Township in Pennsylvania, US

Walker Township is a township in Huntingdon County, Pennsylvania, United States. The population was 1,969 at the time of the 2020 census.

This township includes the village of McConnellstown.

==History==
The Robb Farm was listed on the National Register of Historic Places in 2011.

==Geography==
According to the United States Census Bureau, the township has a total area of 18.8 square miles (48.6 km^{2}), all land.

===Adjacent municipalities===
All municipalities are located in Huntingdon County unless otherwise noted.
- Juniata Township
- Smithfield Township
- Porter Township
- Penn Township
- Woodbury Township, Blair County

==Demographics==

As of the census of 2010, there were 1,947 people and 773 households within the township.

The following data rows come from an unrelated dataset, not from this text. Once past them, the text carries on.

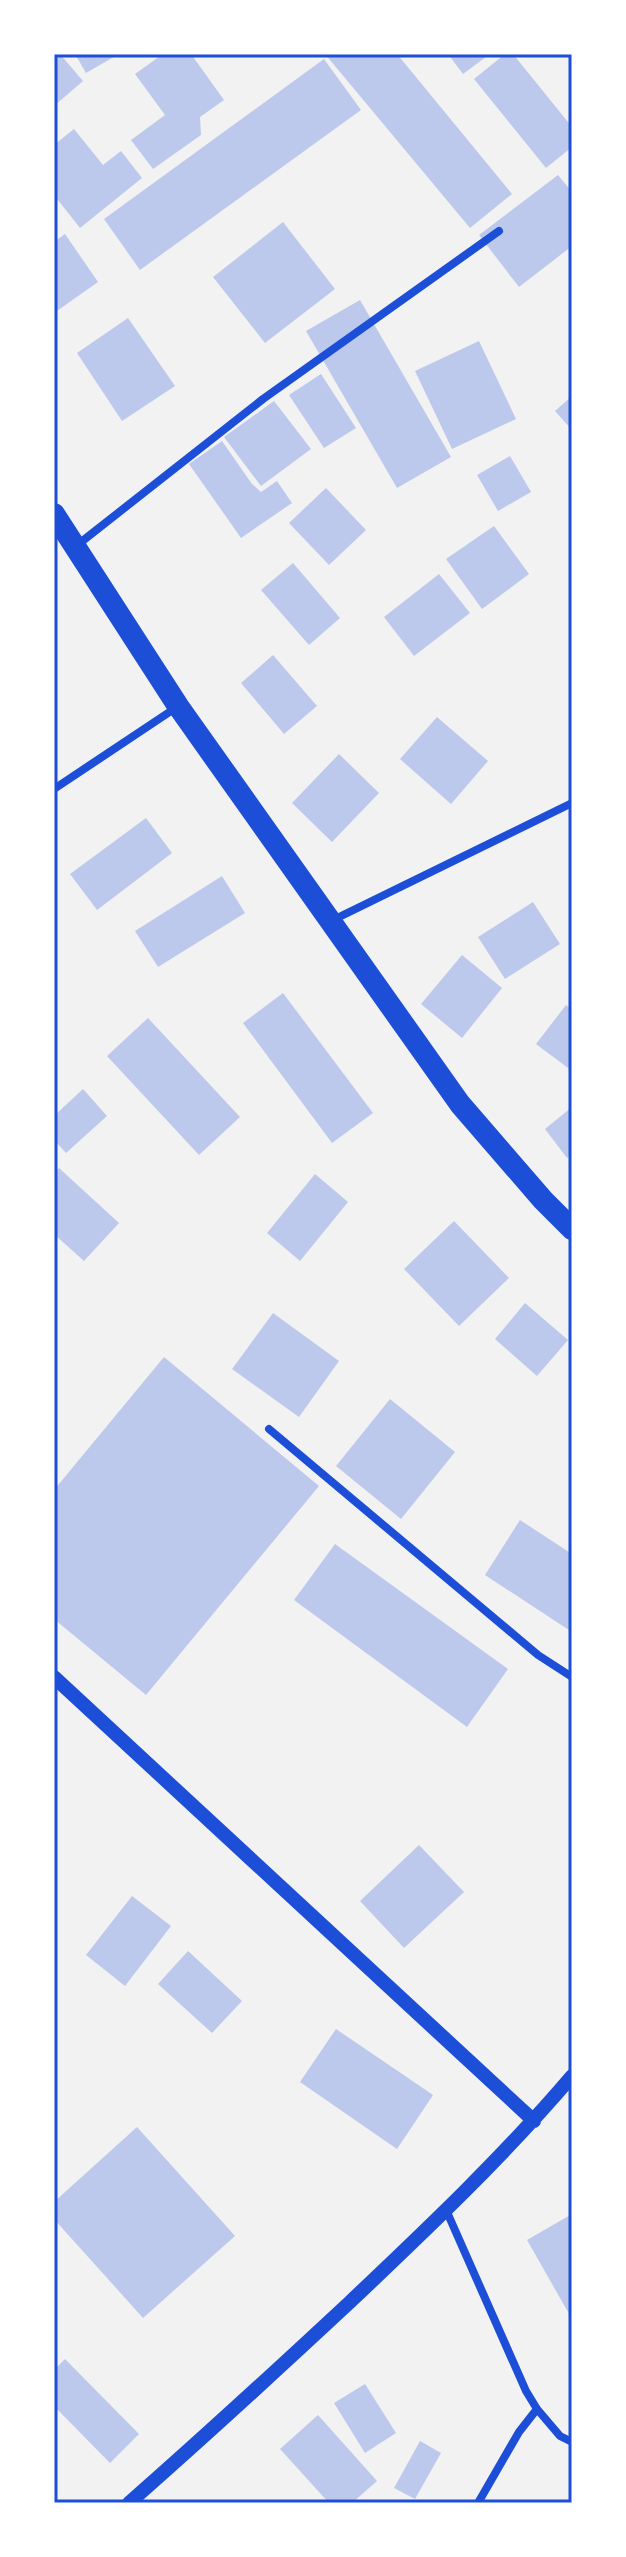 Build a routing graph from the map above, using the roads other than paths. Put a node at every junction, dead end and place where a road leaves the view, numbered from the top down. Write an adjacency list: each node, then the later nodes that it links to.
1 (499, 231): 3 (street)
2 (54, 514): 3 (highway)
3 (75, 546): 4 (highway)
4 (178, 706): 5 (street); 7 (highway)
5 (54, 789)
6 (572, 803): 7 (street)
7 (329, 922): 8 (highway)
8 (572, 1229)
9 (269, 1429): 11 (street)
10 (54, 1677): 13 (street)
11 (572, 1677)
12 (572, 2076): 13 (street)
13 (534, 2121): 14 (street)
14 (447, 2212): 15 (street); 17 (street)
15 (537, 2409): 16 (street); 18 (street)
16 (572, 2442)
17 (129, 2503)
18 (478, 2503)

The population density was 103.6 PD/sqmi. There were 874 housing units at an average density of 46.5 /sqmi.

The racial makeup of the township was 98.36% White, 0.15% African American, 0.15% Native American, 0.67% Asian, and 0.67% from two or more races. Hispanic or Latino of any race were 0.51% of the population.

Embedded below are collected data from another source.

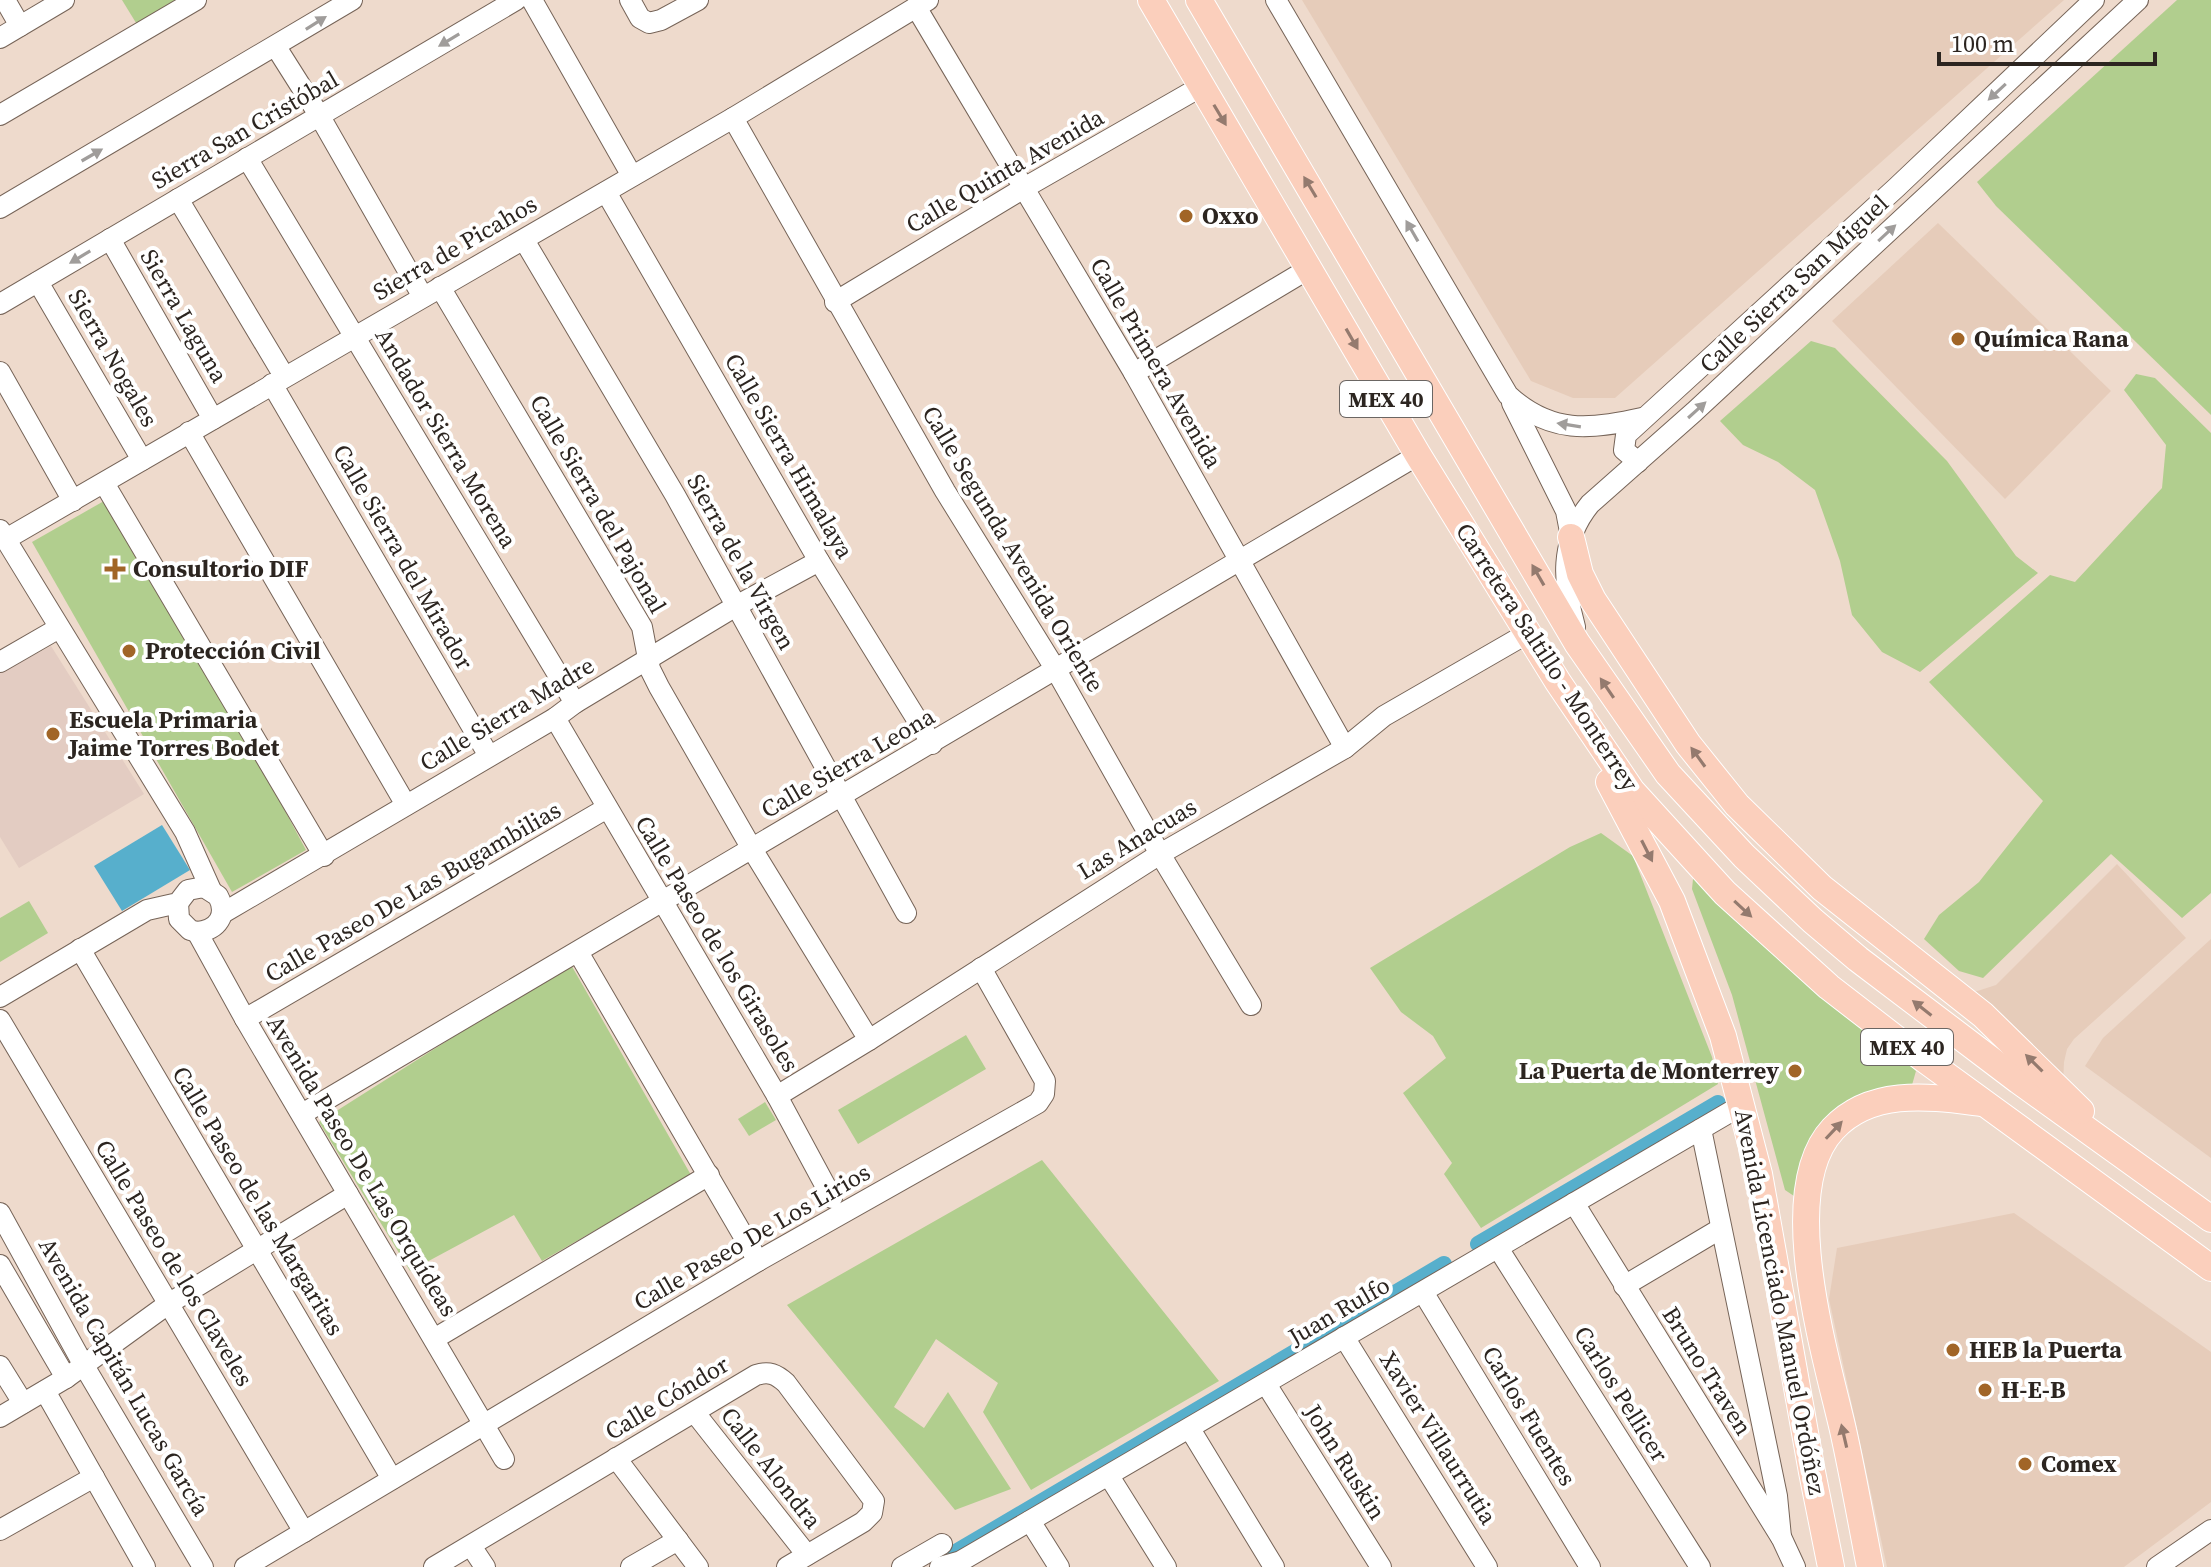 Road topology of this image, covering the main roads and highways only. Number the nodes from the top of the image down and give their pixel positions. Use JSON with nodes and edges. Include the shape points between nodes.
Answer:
{"nodes":[{"id":1,"x":1151,"y":0,"type":"edge"},
{"id":2,"x":1199,"y":0,"type":"edge"},
{"id":3,"x":1571,"y":537,"type":"road end"},
{"id":4,"x":1589,"y":730,"type":"junction"},
{"id":5,"x":1668,"y":774,"type":"junction"},
{"id":6,"x":1822,"y":888,"type":"junction"},
{"id":7,"x":1987,"y":1104,"type":"junction"},
{"id":8,"x":2011,"y":1122,"type":"junction"},
{"id":9,"x":2128,"y":1159,"type":"junction"},
{"id":10,"x":1759,"y":1174,"type":"junction"},
{"id":11,"x":1810,"y":1180,"type":"junction"},
{"id":12,"x":2205,"y":1212,"type":"edge"},
{"id":13,"x":2211,"y":1248,"type":"edge"},
{"id":14,"x":2211,"y":1268,"type":"edge"},
{"id":15,"x":1812,"y":1472,"type":"junction"},
{"id":16,"x":1857,"y":1492,"type":"junction"},
{"id":17,"x":1861,"y":1519,"type":"junction"},
{"id":18,"x":1825,"y":1529,"type":"junction"},
{"id":19,"x":1831,"y":1567,"type":"edge"},
{"id":20,"x":1870,"y":1567,"type":"edge"}],
"edges":[{"from":1,"to":4,"type":"main road","name":"Carretera Saltillo - Monterrey","number":"MEX 40","one_way":true,"via":[[1418,455]]},
{"from":5,"to":2,"type":"main road","name":"Carretera Saltillo - Monterrey","number":"MEX 40","one_way":true,"via":[[1577,643]]},
{"from":6,"to":3,"type":"main road","one_way":true,"via":[[1737,805],[1688,744],[1586,587]]},
{"from":4,"to":7,"type":"main road","name":"Carretera Saltillo - Monterrey","number":"MEX 40","one_way":true,"via":[[1632,791],[1725,893],[1873,1021]]},
{"from":4,"to":10,"type":"main road","name":"Avenida Licenciado Manuel Ordóñez","one_way":true,"via":[[1683,929],[1723,1036]]},
{"from":5,"to":6,"type":"main road","via":[[1728,813]]},
{"from":9,"to":5,"type":"main road","name":"Carretera Saltillo - Monterrey","number":"MEX 40","one_way":true,"via":[[1824,930],[1744,856]]},
{"from":9,"to":6,"type":"main road","one_way":true,"via":[[1983,1015]]},
{"from":7,"to":8,"type":"main road","name":"Carretera Saltillo - Monterrey","number":"MEX 40"},
{"from":11,"to":7,"type":"main road","name":"Avenida Licenciado Manuel Ordóñez","one_way":true,"via":[[1826,1138],[1861,1108],[1910,1097]]},
{"from":8,"to":13,"type":"main road","via":[[2103,1171]]},
{"from":8,"to":14,"type":"main road","name":"Carretera Saltillo - Monterrey","number":"MEX 40"},
{"from":9,"to":12,"type":"main road","name":"Carretera Saltillo - Monterrey","number":"MEX 40"},
{"from":10,"to":11,"type":"main road","via":[[1777,1195],[1791,1200],[1802,1196]]},
{"from":10,"to":15,"type":"main road","name":"Avenida Licenciado Manuel Ordóñez"},
{"from":16,"to":11,"type":"main road","name":"Avenida Licenciado Manuel Ordóñez","one_way":true,"via":[[1812,1294],[1806,1226]]},
{"from":15,"to":16,"type":"main road","via":[[1839,1489]]},
{"from":15,"to":18,"type":"main road","name":"Avenida Licenciado Manuel Ordóñez"},
{"from":16,"to":17,"type":"main road","name":"Avenida Licenciado Manuel Ordóñez"},
{"from":17,"to":18,"type":"main road"},
{"from":17,"to":20,"type":"main road","name":"Avenida Licenciado Manuel Ordóñez"},
{"from":18,"to":19,"type":"main road","name":"Avenida Licenciado Manuel Ordóñez"}]}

There were 773 households, out of which 32.1% had children who were under the age of eighteen living with them; 65.9% were married couples living together, 7.5% had a female householder with no husband present, and 23.3% were non-families. 20.1% of all households were made up of individuals, and 11.4% had someone living alone who was sixty-five years of age or older.

The average household size was 2.56 and the average family size was 2.94.

Within the township, the population was spread out, with 23.3% of residents who were under the age of 18, 2.1% from 18 to 19, 3.2% from 20 to 24, 8.8% from 25 to 34, 21.8% from 35 to 49, 22.6% from 50 to 64, and 18.2% who were 65 years of age or older. The median age was 40 years.

The population was 48.84% male, and 51.16% female.

Historical population
| Census | Pop. | Note | %± |
| 2000 | 1,747 |  | — |
| 2010 | 1,947 |  | 11.4% |
| 2020 | 1,969 |  | 1.1% |
| 2022 (est.) | 1,962 |  | −0.4% |
U.S. Decennial Census

==Recreation==
A portion of the Pennsylvania State Game Lands Number 118 is located on Tussey Mountain in the western end of the township.